Task details
Write out all of the records below precisely as given, omitting the images.
----- Records for the exercise -----
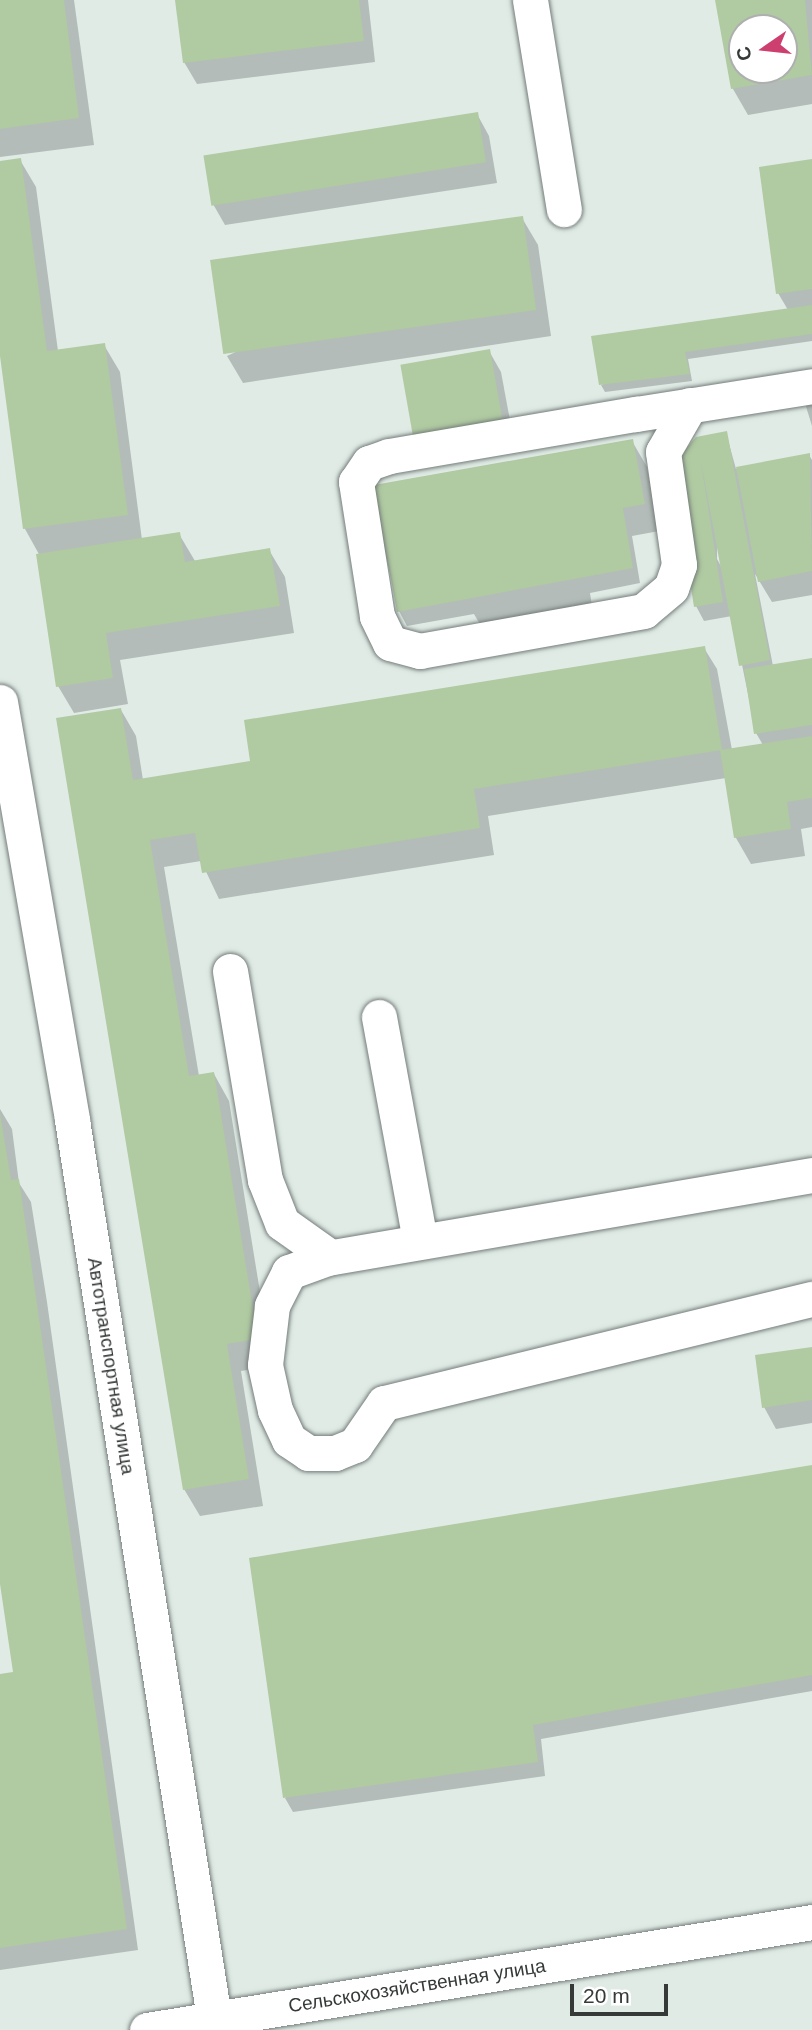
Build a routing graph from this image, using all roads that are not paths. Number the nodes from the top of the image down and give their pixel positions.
1 (530, 0) edge
2 (565, 209) dead end
3 (812, 386) edge
4 (690, 405) junction
5 (0, 702) edge
6 (230, 971) dead end
7 (379, 1017) dead end
8 (812, 1175) edge
9 (420, 1241) junction
10 (330, 1257) junction
11 (812, 1299) edge
12 (812, 1923) edge
13 (215, 2025) edge
14 (147, 2030) edge

1 - 2 street
3 - 4 street
4 - 4 street
5 - 13 street, Автотранспортная улица
6 - 10 street
7 - 9 street
8 - 9 street
9 - 10 street
10 - 11 street
12 - 13 street, Сельскохозяйственная улица
13 - 14 street, Сельскохозяйственная улица

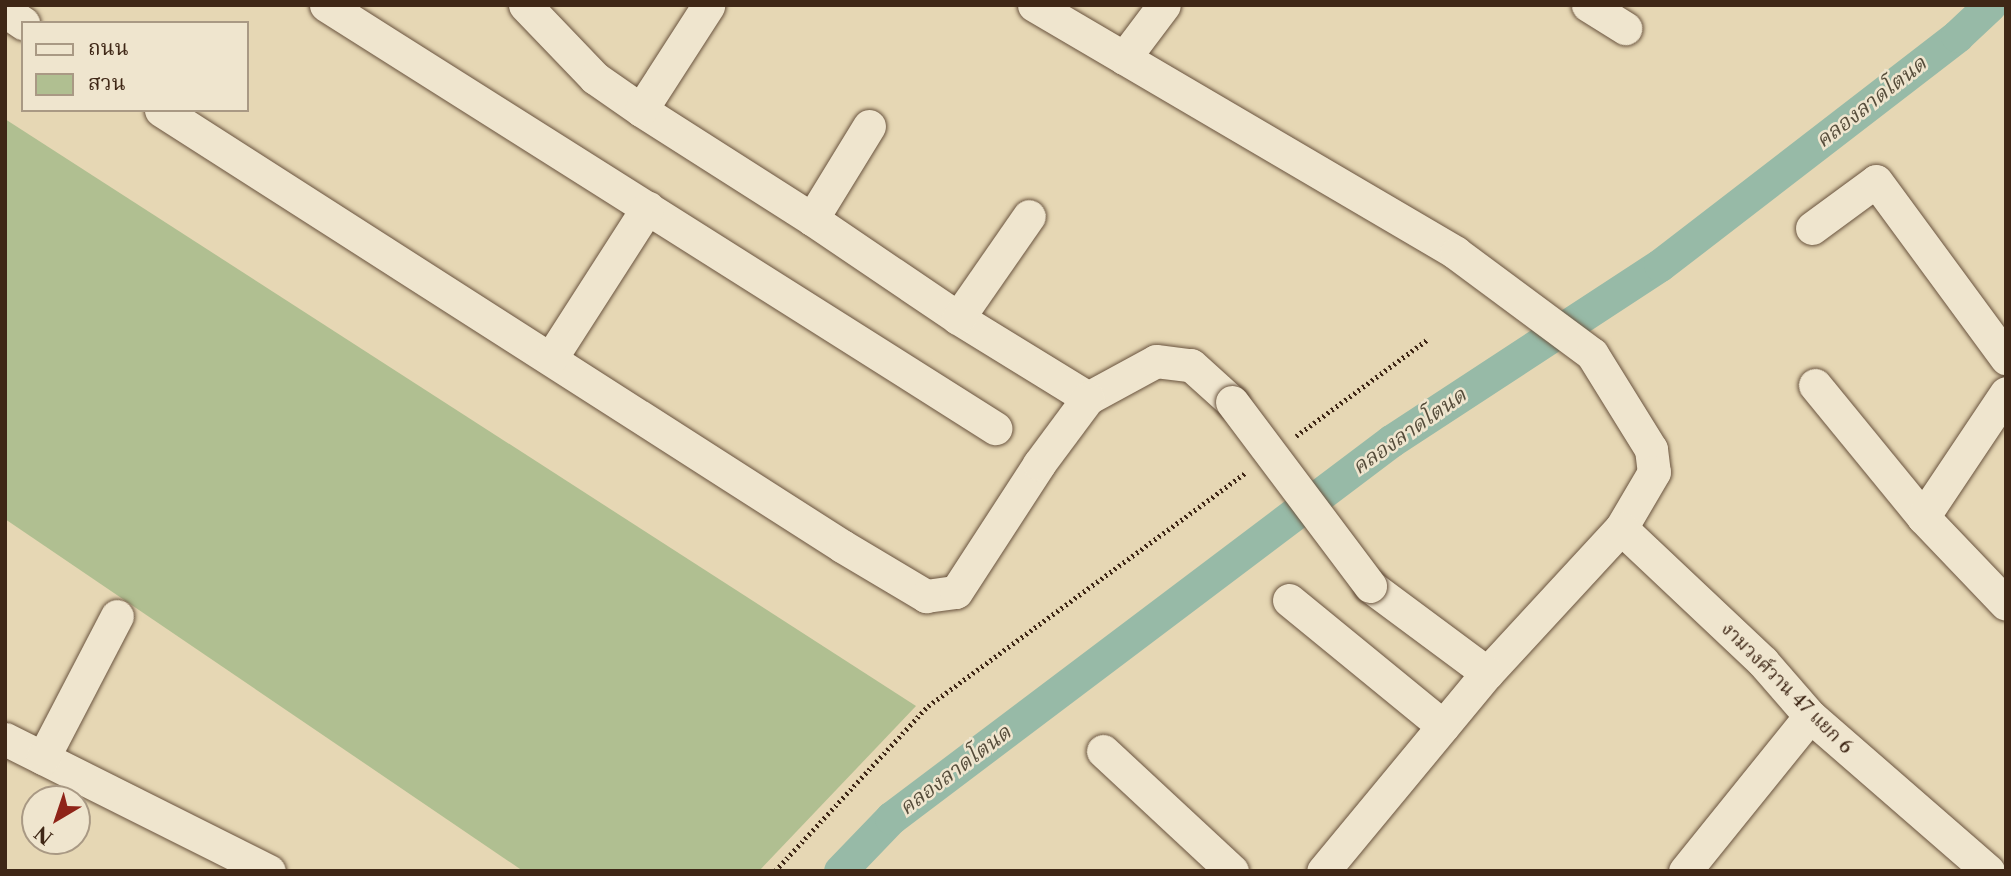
-----
Exercise response
Build a routing graph from this image, using all roads that are not paths. Number the nodes from the top of the image down and give their pixel positions.
1 (530, 0) edge
2 (565, 209) dead end
3 (812, 386) edge
4 (690, 405) junction
5 (0, 702) edge
6 (230, 971) dead end
7 (379, 1017) dead end
8 (812, 1175) edge
9 (420, 1241) junction
10 (330, 1257) junction
11 (812, 1299) edge
12 (812, 1923) edge
13 (215, 2025) edge
14 (147, 2030) edge

1 - 2 street
3 - 4 street
4 - 4 street
5 - 13 street, Автотранспортная улица
6 - 10 street
7 - 9 street
8 - 9 street
9 - 10 street
10 - 11 street
12 - 13 street, Сельскохозяйственная улица
13 - 14 street, Сельскохозяйственная улица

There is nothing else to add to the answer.